OK, you can use a fixed spool on a rod intended for a multiplier, although your casting distance will be considerably reduced - but you should definitely avoid using a multiplier on a rod intended for a fixed spool reel.
One general proviso here for properly matching shore fishing rods and reels, and that's relating to the use of braid lines...
All types of shore fishing requires casting, for which modern braid lines are well suited. But these lines don't work well with small multiplier reels, the reason being that their small diameter causes them to bind between adjacent coils on the reel spool, which can lead to over-runs and birdnests.
This doesn't happen with fixed spool (spinning) reels, as the larger spool and the line lay mechanism practically eliminates line binding. So it's nylon monofilament line for baitcaster reels, and braid - or nylon monofilament line - for spinning reels.
Surfcasting is often, but not always, about heaving a bait out a very long way. And distance is easier to achieve with a long rod than a shorter one. So for maximum distance go for a rod of 15ft to 16ft, and a fixed spool reel loaded with braided line and a low-stretch mono leader.
But of course there's rather more to it than that, so please click here to find out more about modern surf fishing rods and reels.
Long surfcasting rods of the type described above will have a fairly soft action to compensate for the non-stretch nature of braid lines, which will make them quite unsuitable for bullying a fish out of rough ground. For that a shorter, stiffer rod will be better - around 12ft or so, and rated for casting 6oz to 8oz leads. The reel can be either a fixed spool or a multiplier loaded with more stretchy nylon monofilament line.
The very nature of pier fishing means that you have to winch your catch vertically up from the sea, which requires a powerful rod and reel. My preference is for the 12ft surfcaster outfit described above - or a purposely designed pier rod - coupled with a multiplier reel.
Why a multiplier? Well, when you do need the reel to act as a powerful winch, the multiplier beats the fixed spool reel every time. Not only are fixed spool reels generally higher geared, in this application the efficiency loss resulting from turning the line through 90 degrees at the fixed spool reel's bale arm roller is significant.
However, check out any pier or jetty and nine out of ten anglers will be using a fixed spool reel. This is more to do with cost than benefit, a fixed spool reel being considerably cheaper than a multiplier of similar capacity.
Whether it's classed as a baitcasting or a spinning outfit depends on the choice of reel. Baitcaster (or multiplier) reels are are used on top of the rod, whilst spinning (or fixed-spool) reels are slung below it.

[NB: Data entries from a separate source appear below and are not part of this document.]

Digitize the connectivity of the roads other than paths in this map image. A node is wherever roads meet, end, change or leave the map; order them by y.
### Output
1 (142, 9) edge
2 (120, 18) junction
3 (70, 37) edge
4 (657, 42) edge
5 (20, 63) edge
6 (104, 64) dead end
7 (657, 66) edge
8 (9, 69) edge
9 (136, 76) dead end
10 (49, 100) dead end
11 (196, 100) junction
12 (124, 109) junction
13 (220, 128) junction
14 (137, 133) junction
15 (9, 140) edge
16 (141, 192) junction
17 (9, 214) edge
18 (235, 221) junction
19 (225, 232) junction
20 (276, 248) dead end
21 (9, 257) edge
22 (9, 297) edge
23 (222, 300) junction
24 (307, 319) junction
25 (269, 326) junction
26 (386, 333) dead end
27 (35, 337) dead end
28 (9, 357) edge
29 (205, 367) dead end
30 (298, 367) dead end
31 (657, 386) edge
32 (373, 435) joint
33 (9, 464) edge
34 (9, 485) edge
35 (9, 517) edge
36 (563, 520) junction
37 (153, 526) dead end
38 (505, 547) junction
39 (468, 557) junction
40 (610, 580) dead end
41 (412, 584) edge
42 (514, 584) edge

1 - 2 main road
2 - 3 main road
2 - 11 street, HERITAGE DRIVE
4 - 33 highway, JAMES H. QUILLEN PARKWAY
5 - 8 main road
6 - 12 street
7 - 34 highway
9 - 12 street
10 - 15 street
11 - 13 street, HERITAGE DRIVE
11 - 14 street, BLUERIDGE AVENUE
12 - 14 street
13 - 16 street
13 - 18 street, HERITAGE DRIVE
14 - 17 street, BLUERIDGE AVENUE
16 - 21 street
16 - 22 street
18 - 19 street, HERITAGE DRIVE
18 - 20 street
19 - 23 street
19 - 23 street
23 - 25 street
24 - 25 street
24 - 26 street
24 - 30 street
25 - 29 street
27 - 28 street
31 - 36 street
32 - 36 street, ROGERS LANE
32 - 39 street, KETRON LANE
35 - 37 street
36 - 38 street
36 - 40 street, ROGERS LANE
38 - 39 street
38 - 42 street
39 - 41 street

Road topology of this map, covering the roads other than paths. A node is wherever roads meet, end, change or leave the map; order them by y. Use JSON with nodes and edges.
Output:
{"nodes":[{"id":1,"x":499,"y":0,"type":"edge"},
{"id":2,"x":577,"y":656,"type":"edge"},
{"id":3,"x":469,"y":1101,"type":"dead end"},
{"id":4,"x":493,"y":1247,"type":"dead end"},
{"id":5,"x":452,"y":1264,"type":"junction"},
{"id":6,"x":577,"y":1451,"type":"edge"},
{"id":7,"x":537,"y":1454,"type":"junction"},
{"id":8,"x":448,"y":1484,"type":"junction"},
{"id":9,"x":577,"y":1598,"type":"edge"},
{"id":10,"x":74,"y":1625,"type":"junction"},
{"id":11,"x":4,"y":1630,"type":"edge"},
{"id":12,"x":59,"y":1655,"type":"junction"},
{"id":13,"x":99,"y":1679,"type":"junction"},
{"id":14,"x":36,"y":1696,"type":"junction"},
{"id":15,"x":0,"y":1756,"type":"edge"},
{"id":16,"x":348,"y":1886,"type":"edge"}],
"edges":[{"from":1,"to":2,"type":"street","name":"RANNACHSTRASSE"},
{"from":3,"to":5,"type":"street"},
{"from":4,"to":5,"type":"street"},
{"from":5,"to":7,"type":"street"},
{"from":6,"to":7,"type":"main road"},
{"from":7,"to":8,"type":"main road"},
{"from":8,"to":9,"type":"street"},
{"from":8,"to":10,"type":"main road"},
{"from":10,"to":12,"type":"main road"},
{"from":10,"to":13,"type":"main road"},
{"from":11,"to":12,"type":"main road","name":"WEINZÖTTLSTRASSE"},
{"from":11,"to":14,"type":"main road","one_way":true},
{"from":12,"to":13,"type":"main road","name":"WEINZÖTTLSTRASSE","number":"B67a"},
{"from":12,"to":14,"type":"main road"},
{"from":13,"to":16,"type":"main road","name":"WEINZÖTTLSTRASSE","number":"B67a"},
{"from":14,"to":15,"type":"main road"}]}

The lightest saltwater baitcasting outfits comprise a one-handed trigger grip rod and a baitcaster reel, and they're a delight to use with all small lures.
But a heavier two-handed outfit will be much more versatile. My choice of spinning outfit is an 11ft rod rated for casting lures up to 3oz/90gr coupled with a fixed spool reel loaded with 10lb to 15lb line.
This outfit is also fine for float fishing for harbour mullet, or casting a heavier sliding float rig from the breakwater for bass and mackerel, and can also be used for short range beachcasting and estuary fishing.
Another general proviso here, this time for properly matching boat fishing rods and reels. If the rod is fitted a roller tip guide, it's designed for a multiplier reel and must be used 'upside down'. If you try and use it with a fixed spool reel, the line won't be in contact with the roller and will soon chafe and break as a result.
Not too long ago boat anglers used a general purpose boat rod for jigging, but the advent of braid lines changed that.
These small-diameter non-stretch lines are ideal for jigging as they transfer all of the movement applied by the angler directly to the lure, instead of having it damped out through line stretch.
As you'll be working the rod all the time, you won't want a heavy one. A fast-action, carbon jigging rod is what you need. Some anglers always use a fixed spool reel, on account of its fast drop, but I'm happier with a multiplier for jigging.
Uptide rods are much like a mini version of a beachcaster, and are designed for casting lead weights within ranges between 4oz and 10oz.
In the UK we tend to use multipliers for uptiding, so most uptide rods are optimised with small, closely spaced line guides. But as we've mentioned earlier, multipliers are not best suited for casting today's very thin braid lines, as the coils bind into each other on the narrow diameter spool.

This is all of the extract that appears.